§ **Exercise instructions**:
The lines to copy from the data below are those that hold the string "order".

*** Opening of Data provided ***

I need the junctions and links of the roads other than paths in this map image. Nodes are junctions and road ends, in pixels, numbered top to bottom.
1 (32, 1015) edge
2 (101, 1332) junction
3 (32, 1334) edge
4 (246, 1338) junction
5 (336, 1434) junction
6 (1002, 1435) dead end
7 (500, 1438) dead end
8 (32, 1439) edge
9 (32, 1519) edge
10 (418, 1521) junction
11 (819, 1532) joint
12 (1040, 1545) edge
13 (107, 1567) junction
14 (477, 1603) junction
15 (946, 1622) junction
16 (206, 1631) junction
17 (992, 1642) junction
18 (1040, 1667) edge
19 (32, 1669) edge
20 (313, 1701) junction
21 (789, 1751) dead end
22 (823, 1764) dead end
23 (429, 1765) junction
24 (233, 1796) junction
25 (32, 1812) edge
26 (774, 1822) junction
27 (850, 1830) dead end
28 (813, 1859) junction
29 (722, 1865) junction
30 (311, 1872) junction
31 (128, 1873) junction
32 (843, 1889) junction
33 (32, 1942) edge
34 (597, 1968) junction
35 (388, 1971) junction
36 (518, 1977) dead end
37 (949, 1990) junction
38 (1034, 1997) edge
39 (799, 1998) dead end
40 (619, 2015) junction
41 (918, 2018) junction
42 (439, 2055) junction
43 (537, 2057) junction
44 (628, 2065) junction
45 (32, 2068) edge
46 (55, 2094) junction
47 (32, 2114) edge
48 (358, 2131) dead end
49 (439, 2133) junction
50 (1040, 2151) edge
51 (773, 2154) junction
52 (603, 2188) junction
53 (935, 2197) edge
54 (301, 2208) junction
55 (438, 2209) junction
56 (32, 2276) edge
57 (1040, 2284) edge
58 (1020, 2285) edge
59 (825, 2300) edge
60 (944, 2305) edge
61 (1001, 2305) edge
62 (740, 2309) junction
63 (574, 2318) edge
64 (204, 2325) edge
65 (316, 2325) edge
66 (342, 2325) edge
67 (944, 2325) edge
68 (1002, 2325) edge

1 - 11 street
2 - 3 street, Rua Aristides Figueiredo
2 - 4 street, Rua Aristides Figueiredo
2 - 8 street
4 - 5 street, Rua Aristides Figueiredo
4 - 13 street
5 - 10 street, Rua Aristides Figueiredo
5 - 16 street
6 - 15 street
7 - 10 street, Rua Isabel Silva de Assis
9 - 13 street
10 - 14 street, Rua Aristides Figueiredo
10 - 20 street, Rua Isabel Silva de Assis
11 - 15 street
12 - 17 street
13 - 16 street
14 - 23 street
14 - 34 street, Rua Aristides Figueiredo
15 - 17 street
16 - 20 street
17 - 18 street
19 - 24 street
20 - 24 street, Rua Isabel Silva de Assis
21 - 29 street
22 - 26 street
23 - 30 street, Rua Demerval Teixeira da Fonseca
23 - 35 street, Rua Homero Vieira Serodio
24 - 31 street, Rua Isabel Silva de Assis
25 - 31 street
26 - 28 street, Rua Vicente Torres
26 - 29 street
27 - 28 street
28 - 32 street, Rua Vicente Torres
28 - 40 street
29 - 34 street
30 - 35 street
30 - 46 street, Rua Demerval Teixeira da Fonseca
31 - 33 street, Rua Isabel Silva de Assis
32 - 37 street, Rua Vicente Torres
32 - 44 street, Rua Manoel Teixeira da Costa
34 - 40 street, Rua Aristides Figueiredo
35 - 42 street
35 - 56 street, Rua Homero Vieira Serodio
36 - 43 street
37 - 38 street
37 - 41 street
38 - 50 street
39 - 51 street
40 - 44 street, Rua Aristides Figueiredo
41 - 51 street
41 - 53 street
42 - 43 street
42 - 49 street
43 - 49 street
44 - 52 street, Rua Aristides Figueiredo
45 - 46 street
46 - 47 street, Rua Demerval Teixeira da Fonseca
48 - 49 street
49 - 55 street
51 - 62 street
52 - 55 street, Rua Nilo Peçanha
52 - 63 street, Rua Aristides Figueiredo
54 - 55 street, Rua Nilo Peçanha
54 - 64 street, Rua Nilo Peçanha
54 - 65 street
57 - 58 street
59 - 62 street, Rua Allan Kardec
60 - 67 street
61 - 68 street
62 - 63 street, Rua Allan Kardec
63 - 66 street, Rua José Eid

*** Close of Data provided ***
*** Opening of Data provided ***

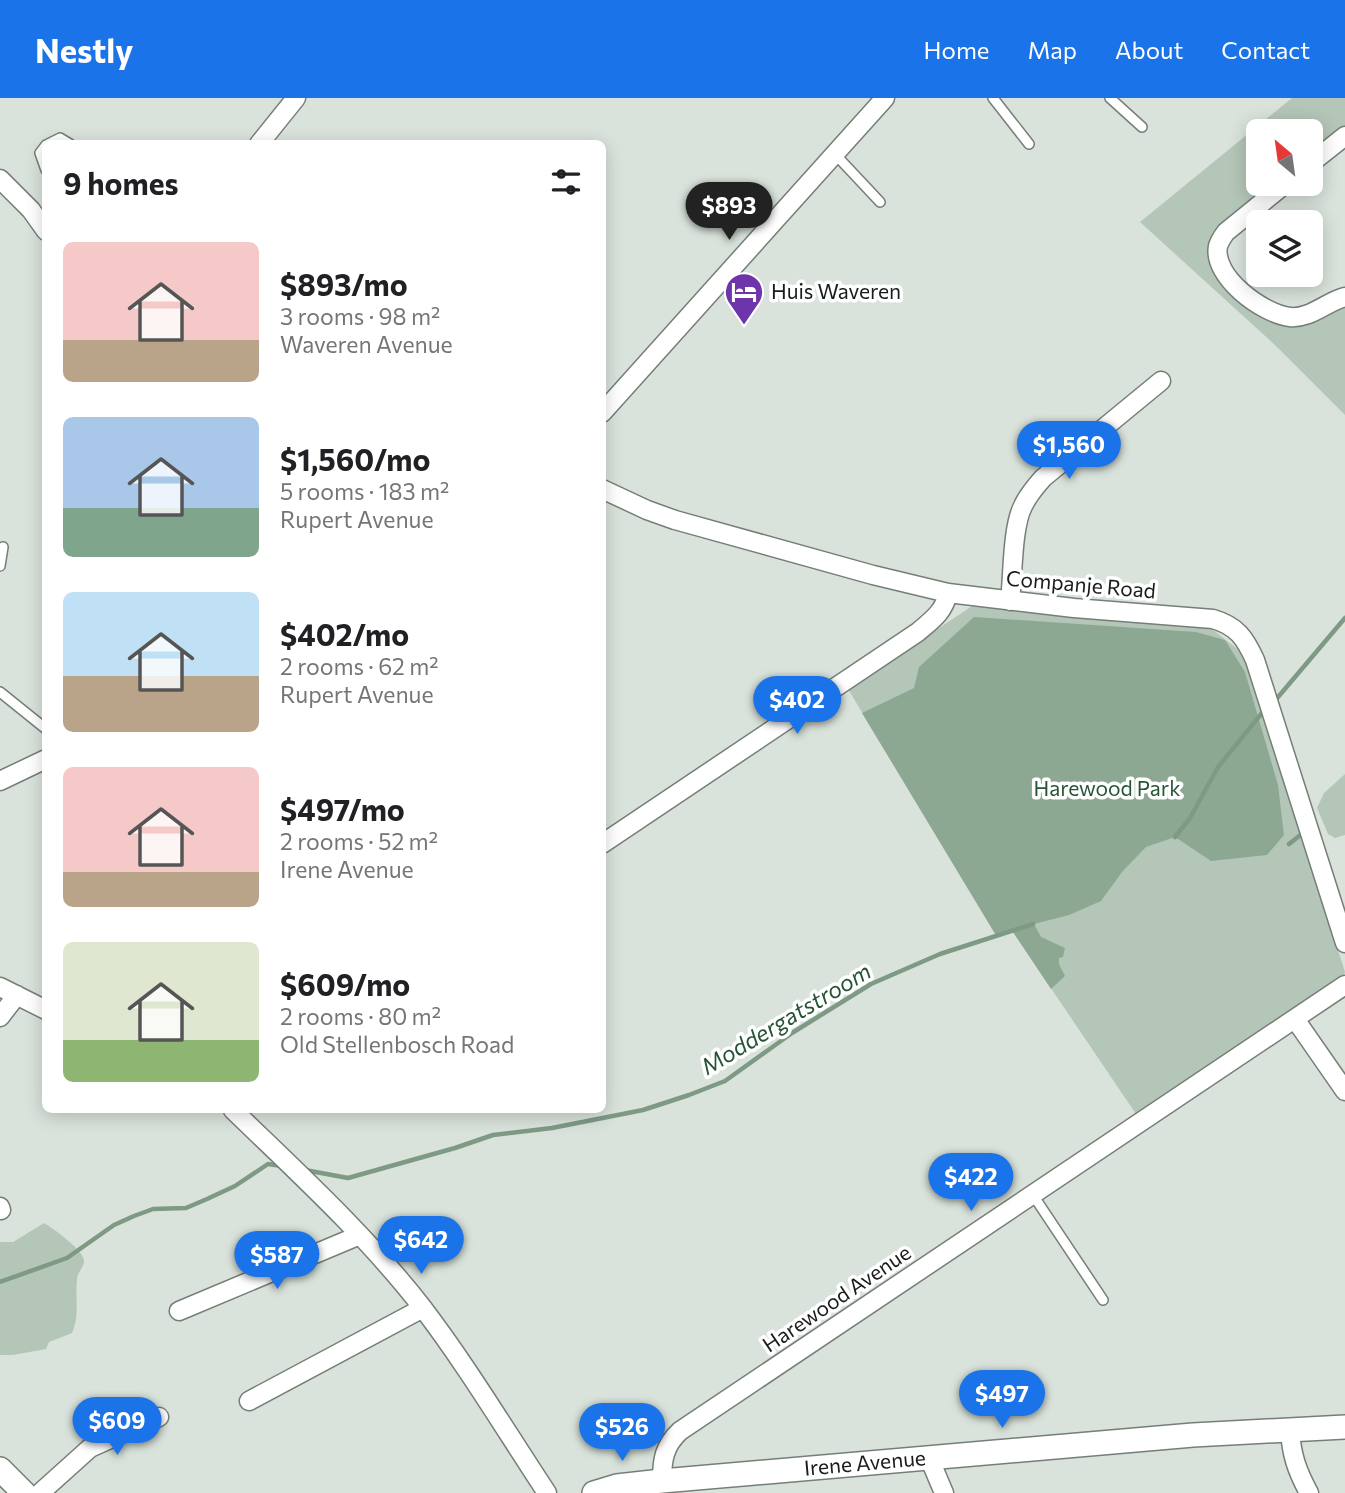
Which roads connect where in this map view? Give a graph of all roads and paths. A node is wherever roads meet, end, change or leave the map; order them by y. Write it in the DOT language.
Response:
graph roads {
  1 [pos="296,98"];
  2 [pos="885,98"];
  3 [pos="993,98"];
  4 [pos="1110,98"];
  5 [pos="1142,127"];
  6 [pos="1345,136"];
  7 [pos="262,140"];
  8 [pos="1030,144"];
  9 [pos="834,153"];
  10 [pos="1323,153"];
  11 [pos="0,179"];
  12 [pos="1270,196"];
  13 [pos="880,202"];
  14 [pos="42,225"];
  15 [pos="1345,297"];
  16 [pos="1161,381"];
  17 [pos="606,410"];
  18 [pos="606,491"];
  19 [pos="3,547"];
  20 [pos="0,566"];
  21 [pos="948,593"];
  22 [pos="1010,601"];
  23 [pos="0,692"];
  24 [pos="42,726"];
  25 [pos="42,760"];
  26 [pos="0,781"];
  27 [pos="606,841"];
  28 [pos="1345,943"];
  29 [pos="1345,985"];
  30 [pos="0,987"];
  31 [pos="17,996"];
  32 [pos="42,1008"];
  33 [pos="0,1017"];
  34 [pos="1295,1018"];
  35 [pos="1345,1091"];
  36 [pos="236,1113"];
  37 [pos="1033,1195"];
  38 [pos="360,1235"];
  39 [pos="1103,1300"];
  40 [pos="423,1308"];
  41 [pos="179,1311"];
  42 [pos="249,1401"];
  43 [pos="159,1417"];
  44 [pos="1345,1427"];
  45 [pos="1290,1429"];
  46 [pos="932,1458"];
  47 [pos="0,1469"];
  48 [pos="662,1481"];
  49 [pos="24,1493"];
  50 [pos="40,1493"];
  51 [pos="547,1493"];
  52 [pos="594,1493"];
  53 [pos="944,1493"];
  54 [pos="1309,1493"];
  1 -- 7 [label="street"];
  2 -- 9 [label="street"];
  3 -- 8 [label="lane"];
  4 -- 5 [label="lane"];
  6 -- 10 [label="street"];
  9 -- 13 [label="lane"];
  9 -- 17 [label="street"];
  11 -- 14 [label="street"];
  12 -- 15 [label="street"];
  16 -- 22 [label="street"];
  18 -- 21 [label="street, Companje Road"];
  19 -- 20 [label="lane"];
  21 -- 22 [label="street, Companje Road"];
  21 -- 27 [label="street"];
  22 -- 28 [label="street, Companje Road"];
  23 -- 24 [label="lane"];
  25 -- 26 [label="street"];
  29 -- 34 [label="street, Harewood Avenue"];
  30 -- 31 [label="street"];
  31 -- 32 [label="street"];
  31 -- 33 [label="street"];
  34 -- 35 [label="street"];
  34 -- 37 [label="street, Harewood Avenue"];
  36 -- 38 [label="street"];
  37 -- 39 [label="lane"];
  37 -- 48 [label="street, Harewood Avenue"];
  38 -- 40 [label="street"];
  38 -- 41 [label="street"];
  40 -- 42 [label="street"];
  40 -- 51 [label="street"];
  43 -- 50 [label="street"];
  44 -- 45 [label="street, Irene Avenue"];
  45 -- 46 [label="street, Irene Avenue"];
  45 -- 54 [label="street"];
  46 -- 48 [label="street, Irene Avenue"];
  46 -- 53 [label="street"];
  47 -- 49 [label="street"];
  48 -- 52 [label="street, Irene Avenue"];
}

*** Close of Data provided ***
*** Opening of Data provided ***

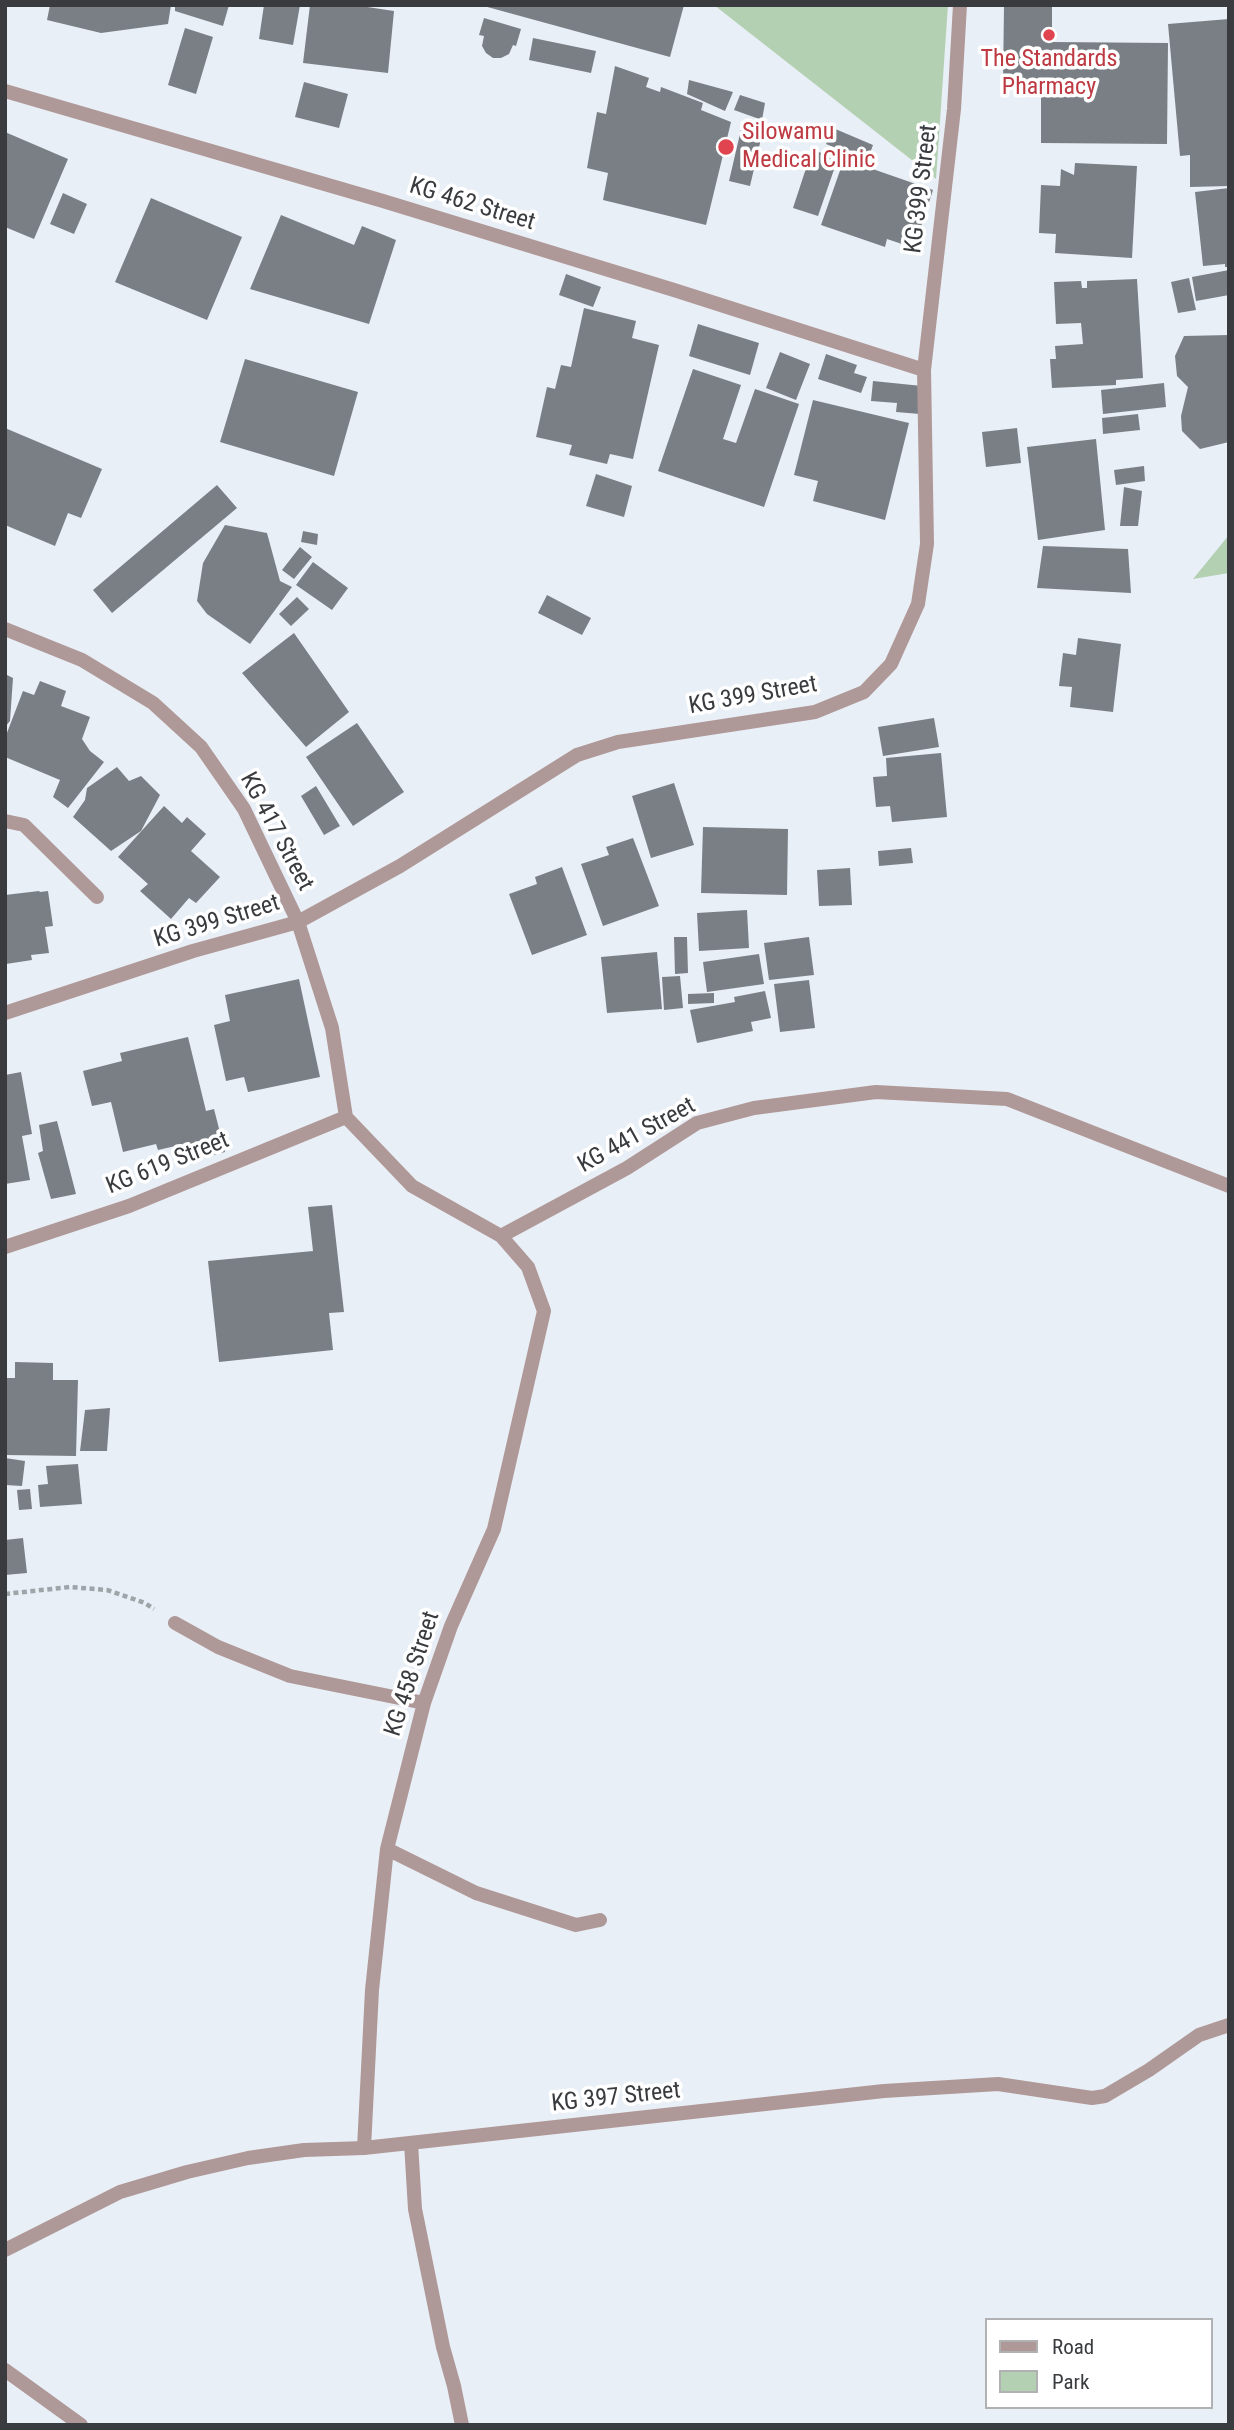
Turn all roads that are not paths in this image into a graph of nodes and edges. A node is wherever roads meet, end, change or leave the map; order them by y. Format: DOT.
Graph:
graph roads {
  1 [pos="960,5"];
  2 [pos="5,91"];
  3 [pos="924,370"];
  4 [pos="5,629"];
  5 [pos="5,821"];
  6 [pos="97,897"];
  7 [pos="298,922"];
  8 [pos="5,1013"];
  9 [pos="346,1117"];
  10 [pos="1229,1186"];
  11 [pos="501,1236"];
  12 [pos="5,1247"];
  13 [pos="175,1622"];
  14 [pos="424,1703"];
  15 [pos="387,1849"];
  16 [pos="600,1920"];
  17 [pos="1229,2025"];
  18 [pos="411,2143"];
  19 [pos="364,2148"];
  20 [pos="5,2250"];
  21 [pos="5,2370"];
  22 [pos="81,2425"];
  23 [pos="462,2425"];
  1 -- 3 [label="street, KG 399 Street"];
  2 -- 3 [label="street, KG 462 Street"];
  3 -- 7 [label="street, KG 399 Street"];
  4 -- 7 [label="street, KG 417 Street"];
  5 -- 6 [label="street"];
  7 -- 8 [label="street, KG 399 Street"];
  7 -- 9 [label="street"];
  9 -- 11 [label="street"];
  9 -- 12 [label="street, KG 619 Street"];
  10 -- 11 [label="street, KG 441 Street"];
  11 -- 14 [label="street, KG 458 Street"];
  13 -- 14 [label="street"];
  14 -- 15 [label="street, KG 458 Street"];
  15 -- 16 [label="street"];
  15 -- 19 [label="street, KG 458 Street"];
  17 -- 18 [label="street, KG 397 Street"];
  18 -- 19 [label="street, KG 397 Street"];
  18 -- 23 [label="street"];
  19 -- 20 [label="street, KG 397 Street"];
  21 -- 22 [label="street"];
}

*** Close of Data provided ***

§ **Solution to the exercise**:
Which roads connect where in this map view? Give a graph of all roads and paths. A node is wherever roads meet, end, change or leave the map; order them by y. Write it in the DOT language.
Turn all roads that are not paths in this image into a graph of nodes and edges. A node is wherever roads meet, end, change or leave the map; order them by y. Format: DOT.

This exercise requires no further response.